It’s been a long time since I’ve seen a study suggesting that virtually any part of ACLS really helps cardiac arrest victims, and a recent study in JAMA is no exception. Pretty soon, all we’ll be doing is CPR and defibrillation.
This study is fairly unusual: it’s a randomized, controlled trial of full IV access and meds in cardiac arrest versus no IV access at all. (Patients who had a pulse return could get an IV and any indicated meds.) Previous trials of meds in cardiac arrest have been primarily either RCTs comparing one med to another, or retrospective data on a particular med. Furthermore, this trial looked at survival to discharge as its primary outcome, and neurologically intact survival as a secondary outcome, something that’s been missing in many previous medication trials. (Even the infamous trial that got many people using amiodarone used admission to ICU as its primary outcome, and didn’t look at neurological status at all.) They also reported effects of IV access on CPR quality.
The good news: the study was fairly high quality. IV access didn’t seem to change CPR quality in the group of patients that got it.

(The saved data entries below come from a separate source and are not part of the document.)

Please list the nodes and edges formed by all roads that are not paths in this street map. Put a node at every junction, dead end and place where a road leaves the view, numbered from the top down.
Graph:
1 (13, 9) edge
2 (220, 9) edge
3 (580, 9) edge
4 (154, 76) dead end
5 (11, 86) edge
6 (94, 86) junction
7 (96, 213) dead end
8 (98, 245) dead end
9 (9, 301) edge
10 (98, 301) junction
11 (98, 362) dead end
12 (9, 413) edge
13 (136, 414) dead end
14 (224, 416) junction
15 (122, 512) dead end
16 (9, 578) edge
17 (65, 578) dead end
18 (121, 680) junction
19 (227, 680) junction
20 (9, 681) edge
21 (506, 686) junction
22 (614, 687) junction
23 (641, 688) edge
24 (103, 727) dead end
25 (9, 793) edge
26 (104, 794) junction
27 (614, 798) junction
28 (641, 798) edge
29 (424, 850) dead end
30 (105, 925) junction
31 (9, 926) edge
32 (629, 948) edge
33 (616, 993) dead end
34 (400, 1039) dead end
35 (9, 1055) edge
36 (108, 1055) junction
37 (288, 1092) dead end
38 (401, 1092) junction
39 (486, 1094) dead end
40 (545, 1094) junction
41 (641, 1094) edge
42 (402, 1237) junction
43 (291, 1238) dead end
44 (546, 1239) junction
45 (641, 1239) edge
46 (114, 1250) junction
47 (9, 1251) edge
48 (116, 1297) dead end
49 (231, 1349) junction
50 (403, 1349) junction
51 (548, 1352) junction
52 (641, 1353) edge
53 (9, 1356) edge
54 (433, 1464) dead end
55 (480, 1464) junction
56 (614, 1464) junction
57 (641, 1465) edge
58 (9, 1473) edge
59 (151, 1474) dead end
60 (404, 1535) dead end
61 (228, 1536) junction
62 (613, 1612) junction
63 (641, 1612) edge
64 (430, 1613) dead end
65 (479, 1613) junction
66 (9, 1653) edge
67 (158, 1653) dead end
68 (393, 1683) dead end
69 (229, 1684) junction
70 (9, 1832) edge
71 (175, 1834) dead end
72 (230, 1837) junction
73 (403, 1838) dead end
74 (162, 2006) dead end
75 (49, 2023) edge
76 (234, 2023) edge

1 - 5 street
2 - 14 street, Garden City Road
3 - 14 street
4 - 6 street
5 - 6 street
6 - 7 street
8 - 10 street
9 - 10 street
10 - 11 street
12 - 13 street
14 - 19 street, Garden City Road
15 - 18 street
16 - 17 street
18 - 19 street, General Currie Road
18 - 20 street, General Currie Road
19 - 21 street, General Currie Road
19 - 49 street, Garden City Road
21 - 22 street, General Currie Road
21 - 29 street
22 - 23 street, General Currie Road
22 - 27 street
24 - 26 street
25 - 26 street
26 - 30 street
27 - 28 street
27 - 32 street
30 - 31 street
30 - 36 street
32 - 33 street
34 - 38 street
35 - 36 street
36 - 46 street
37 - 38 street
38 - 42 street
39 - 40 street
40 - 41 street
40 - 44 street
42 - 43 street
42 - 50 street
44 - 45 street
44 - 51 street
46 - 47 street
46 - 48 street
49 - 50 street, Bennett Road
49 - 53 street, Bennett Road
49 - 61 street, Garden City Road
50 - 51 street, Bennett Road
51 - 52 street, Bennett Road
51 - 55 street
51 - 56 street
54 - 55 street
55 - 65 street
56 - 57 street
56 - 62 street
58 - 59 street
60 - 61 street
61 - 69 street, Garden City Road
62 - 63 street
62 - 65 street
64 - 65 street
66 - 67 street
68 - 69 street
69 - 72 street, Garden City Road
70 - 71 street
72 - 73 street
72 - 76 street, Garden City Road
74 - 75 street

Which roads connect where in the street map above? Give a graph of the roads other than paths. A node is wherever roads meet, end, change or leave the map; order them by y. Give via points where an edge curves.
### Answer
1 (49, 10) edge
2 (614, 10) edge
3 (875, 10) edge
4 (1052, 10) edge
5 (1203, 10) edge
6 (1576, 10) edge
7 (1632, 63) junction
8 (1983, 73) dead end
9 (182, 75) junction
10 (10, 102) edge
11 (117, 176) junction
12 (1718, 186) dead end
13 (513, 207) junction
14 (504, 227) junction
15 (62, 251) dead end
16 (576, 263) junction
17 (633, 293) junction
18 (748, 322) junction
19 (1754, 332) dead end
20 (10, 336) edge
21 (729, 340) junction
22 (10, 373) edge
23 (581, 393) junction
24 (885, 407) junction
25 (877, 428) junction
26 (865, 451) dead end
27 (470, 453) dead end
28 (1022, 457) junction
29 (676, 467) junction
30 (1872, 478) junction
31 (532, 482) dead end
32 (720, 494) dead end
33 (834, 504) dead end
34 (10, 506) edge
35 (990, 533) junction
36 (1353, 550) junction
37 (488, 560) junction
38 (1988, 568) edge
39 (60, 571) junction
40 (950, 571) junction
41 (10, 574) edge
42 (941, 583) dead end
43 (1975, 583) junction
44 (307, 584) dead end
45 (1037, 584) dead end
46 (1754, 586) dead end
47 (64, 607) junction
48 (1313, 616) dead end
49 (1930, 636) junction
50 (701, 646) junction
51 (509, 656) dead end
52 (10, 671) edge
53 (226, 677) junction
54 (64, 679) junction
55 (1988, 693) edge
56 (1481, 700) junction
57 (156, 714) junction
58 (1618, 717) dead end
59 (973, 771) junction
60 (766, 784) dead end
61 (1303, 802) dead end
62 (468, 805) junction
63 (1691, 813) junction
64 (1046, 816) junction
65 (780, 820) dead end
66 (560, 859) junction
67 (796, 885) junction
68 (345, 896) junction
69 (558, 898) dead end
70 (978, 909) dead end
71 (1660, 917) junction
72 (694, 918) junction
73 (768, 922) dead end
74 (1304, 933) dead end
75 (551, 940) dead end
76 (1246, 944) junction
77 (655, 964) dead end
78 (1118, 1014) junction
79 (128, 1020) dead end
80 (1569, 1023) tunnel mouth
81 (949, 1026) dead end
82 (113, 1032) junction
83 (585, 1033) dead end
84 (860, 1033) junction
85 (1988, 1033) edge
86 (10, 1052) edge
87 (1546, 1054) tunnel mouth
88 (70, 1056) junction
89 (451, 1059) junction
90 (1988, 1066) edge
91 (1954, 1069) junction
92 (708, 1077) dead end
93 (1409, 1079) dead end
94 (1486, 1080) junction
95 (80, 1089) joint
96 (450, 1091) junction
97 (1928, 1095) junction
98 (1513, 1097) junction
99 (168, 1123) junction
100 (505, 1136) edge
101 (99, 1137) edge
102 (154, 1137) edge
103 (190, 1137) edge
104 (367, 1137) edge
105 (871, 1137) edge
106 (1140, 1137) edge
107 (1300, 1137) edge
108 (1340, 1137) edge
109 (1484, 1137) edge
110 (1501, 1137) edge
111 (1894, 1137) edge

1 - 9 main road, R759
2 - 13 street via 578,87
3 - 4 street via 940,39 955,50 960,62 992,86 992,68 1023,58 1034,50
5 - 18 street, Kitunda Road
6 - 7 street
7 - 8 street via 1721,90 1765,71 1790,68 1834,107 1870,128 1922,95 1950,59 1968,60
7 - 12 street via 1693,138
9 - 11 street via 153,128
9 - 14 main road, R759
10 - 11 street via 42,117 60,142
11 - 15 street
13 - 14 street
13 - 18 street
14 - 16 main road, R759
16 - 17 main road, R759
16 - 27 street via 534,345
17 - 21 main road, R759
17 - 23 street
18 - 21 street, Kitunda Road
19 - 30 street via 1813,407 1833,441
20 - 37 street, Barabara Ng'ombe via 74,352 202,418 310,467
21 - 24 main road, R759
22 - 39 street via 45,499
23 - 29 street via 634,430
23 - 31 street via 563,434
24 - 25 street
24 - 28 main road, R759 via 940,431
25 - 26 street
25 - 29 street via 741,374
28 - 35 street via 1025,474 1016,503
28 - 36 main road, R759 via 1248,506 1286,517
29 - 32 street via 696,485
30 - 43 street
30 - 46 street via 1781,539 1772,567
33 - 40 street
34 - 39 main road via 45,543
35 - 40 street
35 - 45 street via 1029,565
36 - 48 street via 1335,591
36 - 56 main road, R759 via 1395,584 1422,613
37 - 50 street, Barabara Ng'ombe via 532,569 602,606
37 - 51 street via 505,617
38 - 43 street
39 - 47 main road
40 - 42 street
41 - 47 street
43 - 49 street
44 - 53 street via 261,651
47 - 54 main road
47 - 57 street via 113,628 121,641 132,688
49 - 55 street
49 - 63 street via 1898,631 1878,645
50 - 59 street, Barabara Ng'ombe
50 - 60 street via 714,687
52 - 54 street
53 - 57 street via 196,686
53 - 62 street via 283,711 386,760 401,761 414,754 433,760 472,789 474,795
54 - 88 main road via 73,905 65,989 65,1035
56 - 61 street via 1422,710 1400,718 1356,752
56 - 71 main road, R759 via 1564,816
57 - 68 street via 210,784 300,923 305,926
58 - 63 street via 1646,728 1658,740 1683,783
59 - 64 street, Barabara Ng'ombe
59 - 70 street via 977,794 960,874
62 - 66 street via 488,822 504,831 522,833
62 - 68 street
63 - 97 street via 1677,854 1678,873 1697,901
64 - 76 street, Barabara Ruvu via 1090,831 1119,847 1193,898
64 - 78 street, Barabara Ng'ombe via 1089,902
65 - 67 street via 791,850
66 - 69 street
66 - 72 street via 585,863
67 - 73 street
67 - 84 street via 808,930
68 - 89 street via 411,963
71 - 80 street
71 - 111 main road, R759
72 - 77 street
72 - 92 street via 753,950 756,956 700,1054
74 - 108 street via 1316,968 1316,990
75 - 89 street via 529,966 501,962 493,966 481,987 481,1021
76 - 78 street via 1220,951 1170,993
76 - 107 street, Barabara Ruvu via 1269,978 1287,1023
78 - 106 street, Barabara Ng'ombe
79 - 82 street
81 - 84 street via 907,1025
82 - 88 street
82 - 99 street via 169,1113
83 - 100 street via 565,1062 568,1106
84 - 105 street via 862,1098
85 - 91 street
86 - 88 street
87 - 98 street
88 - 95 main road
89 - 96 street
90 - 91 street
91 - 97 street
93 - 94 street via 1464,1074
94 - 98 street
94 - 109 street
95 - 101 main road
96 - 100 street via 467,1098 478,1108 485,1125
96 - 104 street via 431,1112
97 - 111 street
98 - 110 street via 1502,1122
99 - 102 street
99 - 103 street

The bad news: IV meds don’t seem to do much for the patients. Patients who got them were more likely to have ROSC (particularly in the group of patients with non-shockable rhythms), but were statistically no more likely to be discharged from the hospital (with or without a good neurologic outcome).
Here’s where things get sticky. No medication trial I know of has ever shown any medication to improve survival to good outcome. However, I also don’t know of any that have been able to show harm from medications, either. This study is exactly the same, despite its relatively high quality–it shows no difference between the groups. The problem is that both pro-medication and anti-medication camps will be able to use this study for their arguments.

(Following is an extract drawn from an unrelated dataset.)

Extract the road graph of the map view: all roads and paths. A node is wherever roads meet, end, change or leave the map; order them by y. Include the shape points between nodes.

The anti-medication side will point out the obvious finding: there was no increase in survival with the meds. The pro-medication side will point to several trends that did not reach statistical significance (there was a slight trend towards better survival in the IV group) and claim that a big enough study would make a that difference statistically significant–and that unless we can show a harm from the meds, we should keep using them in case they do have a small helpful effect.
That gets to the heart of the matter: it’s tough to do cardiac arrest research. These researchers picked their study size to show a statistically significant difference only if IV meds doubled survival. That took 851 patients, and getting that number of patients took five years to accumulate. There just isn’t enough research money floating around to have the efforts like some of the cardiology trials that enroll 10,000 patients to show a 1% difference in mortality.